The Moose, Sweden’s Arctic Symbol
The moose is a large size animal belonging to the deer family which is normally found in North America and Northern parts of Europe and Asia, where it is called elk. It is a common inhabitant of Sweden’s subarctic Northern landscapes and has become one of the country’s most recognizable symbols, alongside the mythical trolls, the Swedish flag or the Viking horned helmet. The story of the Swedish moose also relates to the human exploitation of their natural habitats and the irrational hunting which lead to decreasing numbers of moose. They are normally nonaggressive mammals living in isolation and far from herds and the only time they react violently is when they are attacked or during mating fights for females. Whether the consumption of moose meat is healthy or not is debatable; even if travelers to Scandinavia have described it as tasty and full of flavors, modern Finland has banned certain parts of the moose such as the liver and kidneys from being sold on the market due to dangerous high levels of cadmium.

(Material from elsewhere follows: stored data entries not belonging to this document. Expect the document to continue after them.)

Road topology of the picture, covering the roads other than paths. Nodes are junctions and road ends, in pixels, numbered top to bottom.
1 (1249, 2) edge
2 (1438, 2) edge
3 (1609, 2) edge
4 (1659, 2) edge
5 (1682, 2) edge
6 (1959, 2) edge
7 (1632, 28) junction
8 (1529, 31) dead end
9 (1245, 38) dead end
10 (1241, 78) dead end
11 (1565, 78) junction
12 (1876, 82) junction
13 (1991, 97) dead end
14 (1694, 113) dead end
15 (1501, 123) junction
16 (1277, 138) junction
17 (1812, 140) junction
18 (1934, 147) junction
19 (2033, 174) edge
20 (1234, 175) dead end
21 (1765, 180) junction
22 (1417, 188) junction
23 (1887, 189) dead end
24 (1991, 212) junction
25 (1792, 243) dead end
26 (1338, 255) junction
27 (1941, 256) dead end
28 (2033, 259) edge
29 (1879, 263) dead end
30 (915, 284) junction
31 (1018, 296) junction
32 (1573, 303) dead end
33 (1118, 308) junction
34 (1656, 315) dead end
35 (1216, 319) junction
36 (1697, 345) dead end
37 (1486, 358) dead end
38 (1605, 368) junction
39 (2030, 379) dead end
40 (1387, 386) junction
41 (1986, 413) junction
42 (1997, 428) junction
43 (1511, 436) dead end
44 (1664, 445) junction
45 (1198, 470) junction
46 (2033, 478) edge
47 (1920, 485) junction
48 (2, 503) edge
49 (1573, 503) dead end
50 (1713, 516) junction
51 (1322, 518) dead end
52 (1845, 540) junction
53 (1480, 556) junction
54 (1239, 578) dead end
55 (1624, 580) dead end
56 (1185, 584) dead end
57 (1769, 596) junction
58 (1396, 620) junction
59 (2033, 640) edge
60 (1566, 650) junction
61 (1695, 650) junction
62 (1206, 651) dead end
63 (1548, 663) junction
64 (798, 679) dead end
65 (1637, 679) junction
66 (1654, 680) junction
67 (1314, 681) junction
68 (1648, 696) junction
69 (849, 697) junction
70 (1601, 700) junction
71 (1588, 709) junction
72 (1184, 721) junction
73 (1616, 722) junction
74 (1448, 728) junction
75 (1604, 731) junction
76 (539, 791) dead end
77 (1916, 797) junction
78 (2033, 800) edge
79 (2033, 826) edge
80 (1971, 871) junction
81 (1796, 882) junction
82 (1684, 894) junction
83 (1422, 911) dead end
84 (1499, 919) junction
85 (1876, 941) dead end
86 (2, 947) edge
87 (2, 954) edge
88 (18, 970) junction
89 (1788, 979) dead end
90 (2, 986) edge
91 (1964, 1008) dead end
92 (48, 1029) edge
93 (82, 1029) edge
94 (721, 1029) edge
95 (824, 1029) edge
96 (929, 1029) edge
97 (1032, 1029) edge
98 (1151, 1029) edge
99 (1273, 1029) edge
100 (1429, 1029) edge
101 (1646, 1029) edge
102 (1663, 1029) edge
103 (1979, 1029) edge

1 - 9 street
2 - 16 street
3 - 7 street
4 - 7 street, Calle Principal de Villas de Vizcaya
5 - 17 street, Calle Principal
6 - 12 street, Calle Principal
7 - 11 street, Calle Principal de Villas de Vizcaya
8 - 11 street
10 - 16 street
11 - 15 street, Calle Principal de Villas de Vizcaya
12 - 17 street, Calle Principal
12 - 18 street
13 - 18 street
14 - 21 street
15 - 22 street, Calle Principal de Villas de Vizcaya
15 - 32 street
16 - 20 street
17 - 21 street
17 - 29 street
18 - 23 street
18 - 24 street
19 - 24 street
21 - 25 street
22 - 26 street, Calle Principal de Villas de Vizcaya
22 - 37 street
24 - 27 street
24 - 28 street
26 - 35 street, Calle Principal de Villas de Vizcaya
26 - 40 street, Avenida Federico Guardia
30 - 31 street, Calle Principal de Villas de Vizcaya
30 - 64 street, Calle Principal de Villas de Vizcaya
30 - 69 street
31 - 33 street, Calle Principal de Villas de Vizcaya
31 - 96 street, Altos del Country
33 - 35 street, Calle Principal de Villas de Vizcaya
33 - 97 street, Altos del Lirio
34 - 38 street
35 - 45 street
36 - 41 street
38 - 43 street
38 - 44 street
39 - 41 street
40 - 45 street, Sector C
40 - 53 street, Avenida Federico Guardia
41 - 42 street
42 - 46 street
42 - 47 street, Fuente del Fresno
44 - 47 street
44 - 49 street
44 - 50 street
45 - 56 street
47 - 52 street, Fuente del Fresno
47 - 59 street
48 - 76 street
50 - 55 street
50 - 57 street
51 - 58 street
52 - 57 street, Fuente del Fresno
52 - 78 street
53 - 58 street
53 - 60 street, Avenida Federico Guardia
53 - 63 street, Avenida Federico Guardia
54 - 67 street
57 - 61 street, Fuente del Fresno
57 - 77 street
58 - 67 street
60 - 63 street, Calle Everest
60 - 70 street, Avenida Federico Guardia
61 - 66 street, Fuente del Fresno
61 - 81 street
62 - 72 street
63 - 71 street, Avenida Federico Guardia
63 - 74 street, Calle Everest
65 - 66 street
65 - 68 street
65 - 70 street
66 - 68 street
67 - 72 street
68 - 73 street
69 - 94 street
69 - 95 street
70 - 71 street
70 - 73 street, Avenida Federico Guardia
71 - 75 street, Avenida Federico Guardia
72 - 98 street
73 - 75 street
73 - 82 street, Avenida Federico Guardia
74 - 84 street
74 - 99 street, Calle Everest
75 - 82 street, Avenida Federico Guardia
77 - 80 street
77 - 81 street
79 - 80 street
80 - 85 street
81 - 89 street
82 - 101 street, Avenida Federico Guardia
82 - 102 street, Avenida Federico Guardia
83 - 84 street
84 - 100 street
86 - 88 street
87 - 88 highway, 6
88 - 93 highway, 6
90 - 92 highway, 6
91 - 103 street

Moose, an Academic Research Topic
Unsurprisingly there is extensive academic research which focuses on moose; the most visible one is in Umeå, Northern Sweden which has been involving a large network of governmental bodies and NGOs. The study focuses on the interaction between moose and deer in their natural habitat while another complex academic topic deals with the interaction of Swedish arctic habitat and moose using modern techniques such as transmitters or GPS. This new technology allows a clear identification of individual moose and a detailed tracking of the animals can be done at any point; for those interested, the moose can even be watched on home computer screens. Topics such as moose migration during summer days or the administration of their habitats is greatly stressed in Sweden which is a sign of their importance as the country’s natural resources.
The Moose, from Wilderness to Domestication
The first attempts to domesticate the moose were made in the Soviet Union in the interwar period and a farm for moose was even founded; it still exists today as a small scale project and makes its sole profit from selling moose milk. The Swedes have been debating the importance of moose on a national scale since the 18th century; eccentric ideas for the domestication and use of moose for postal services or riding were abandoned as the hunting of moose nearly brought them to extinction. In 2004, a project was initiated to mark moose territories in Västerbotten, where an entire moose population was shared between Sweden and Norway. During winter season, moose migrate into arctic forests and sometimes cross over the border to neighboring territories. In Norrbotten, a Northern part of Sweden or Misterhult moose migration has also been researched.